Firing up US steel

The American steel industry is in serious trouble for the second time in three years. Once again, government help is needed. The country's biggest producer, US Steel, offers a prime example of the wrenching economic problems confronting the industry. It reported a record loss of $561.7 million in the last three months of 1979, believed to be the biggest quarterly deficit in US corporate history. Much of that loss was the result of steel mills being shut down. Smaller companies, too, have been forced to close mills, with thousands of workers laid off.

Despite efforts at streamlining, the industry continues to fight an uphill battle against reduced worldwide demand for steel products and against increasingly fierce foreign competition. And some US companies are trying to do so with outdated plants and equipment. One estimate is that 25 percent of America's steel facilities are not technologically up to date and competitive by world standards.

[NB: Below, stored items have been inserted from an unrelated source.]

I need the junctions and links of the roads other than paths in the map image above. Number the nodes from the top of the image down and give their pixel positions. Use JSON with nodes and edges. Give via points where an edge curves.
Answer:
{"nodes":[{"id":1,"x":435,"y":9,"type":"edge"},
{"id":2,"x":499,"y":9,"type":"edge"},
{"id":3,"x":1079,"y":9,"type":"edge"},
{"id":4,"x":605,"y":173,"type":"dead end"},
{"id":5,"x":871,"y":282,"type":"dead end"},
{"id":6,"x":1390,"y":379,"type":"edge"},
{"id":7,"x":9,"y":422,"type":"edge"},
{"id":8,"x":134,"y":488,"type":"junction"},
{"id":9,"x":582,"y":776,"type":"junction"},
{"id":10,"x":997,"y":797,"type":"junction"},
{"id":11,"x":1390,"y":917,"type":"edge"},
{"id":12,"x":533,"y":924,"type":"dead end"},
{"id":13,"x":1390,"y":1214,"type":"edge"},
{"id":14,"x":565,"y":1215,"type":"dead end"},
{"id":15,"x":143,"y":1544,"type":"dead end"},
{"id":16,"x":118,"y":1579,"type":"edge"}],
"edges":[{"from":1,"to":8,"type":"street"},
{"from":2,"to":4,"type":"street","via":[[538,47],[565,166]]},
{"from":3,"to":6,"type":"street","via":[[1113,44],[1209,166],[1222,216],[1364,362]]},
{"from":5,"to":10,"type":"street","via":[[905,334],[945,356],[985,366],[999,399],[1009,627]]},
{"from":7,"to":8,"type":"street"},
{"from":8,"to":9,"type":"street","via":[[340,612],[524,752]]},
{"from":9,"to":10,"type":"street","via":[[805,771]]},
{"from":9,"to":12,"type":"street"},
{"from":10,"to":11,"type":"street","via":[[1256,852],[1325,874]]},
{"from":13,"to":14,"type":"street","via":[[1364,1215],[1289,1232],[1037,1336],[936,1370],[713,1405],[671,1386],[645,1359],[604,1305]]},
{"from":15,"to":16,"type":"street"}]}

Federal help is called for. But first, let's look at some things Washington shouldn't do to help the industry. The government should not suspend environmental regulations. It should not impose stiffer import barriers. Both measures have been requested by the steel industry. Relaxing environmental rules would be a stop-gap solution at best. Over the long run, Americans will understandably insist that the air they breathe and the water they drink be given priority. Hiking tariffs on foreign imports would only invite retaliation by other countries. European Common Market officials already have warned that the recent suit filed by US steelmakers aimed at requiring dumping duties on imported steel will prompt them to impose retaliatory tariff hikes on US exports. The trouble is that steel is not the only segment of the US economy with stiff competition abroad; protective measures that benefit steel alone could produce harmful consequences for US exporters of soybeans, synthetic fibers, and a host of other products.

If the trigger pricing mechanism created in 1977 to boost the price of steel imports had been sufficiently enforced, the White House might have avoided the current embarrassment posed by the US steelmakers' antidumping suit against America's European trading partners. As it is, the Carter administration will have to share the blame if a finding against Europe's steelmakers unhinges the informal network of quotas and controls which the major steel-producing countries have developed to bolster their struggling steel industries.

The US industry's primary need now is for better tax incentives to help companies raise the money to build the kind of efficient plants they must have to compete with foreign government-subsidized steel operations. Worldwide demand for steel is expected to go up in the mid-1980s. Without further modernization, US companies will be in no position to take advantage of it.

Current tax laws, low profits, and inflation are making it difficult for US steel companies to increase their annual capital expenditures from the present $ 2.9 billion level to the estimated $6.9 billion (in 1978 dollars) required to make them competitive. Tax depreciation allowances, by which companies write off capital investments against profits over a period of years, put the steel industry at a disadvantage. Steel's 15-year depreciation schedule is one of the longest for any industry. The tax law bases capital recovery on historical costs, not on replacement costs, which means only part of the cost of replacing worn-out facilities can be recovered. With inflation almost doubling plant and equipment costs in the past ten years, $100 in 1978 dollars would replace only half of a piece of equipment bought for $100 in 1968.

Proposals currently before Congress to speed up depreciation ought to be given careful consideration. One bill with wide backing on Capitol Hill would shorten the depreciation schedule to ten years on buildings, five years on machinery and equipment, and three years on vehicles. But Congress should tie any such tax breaks to further industry steps to improve efficiency and productivity.

Steel's labor costs, for instance, need to be looked at. They are considerably higher than those of most other US industries. Steelworkers earn $ 10.96 an hour, 59 percent above the average hourly wages of all manufacturing industries. Steelworkers also get generous fringe benefits, including a 13-week vacation every five years in addition to regular annual vacations. The severity of some jobs in steel mills may justify somewhat above-average wages and benefits -- but not to this degree. The industry has purchased more than 20 years of labor peace with such settlements. There has been no nationwide steel strike since 1959. But the question that must be asked is whether an industry struggling to survive in today's inflationary economy can still afford that price.

The steel industry is too important to the nation's military and economic security for Congress to allow it to go under. The US cannot afford to become totally dependent on foreign sources to supply a commodity as basic as steel. In the final analysis, Uncle Sam has no other real choice but to pitch in and help put some fire under the steel industry.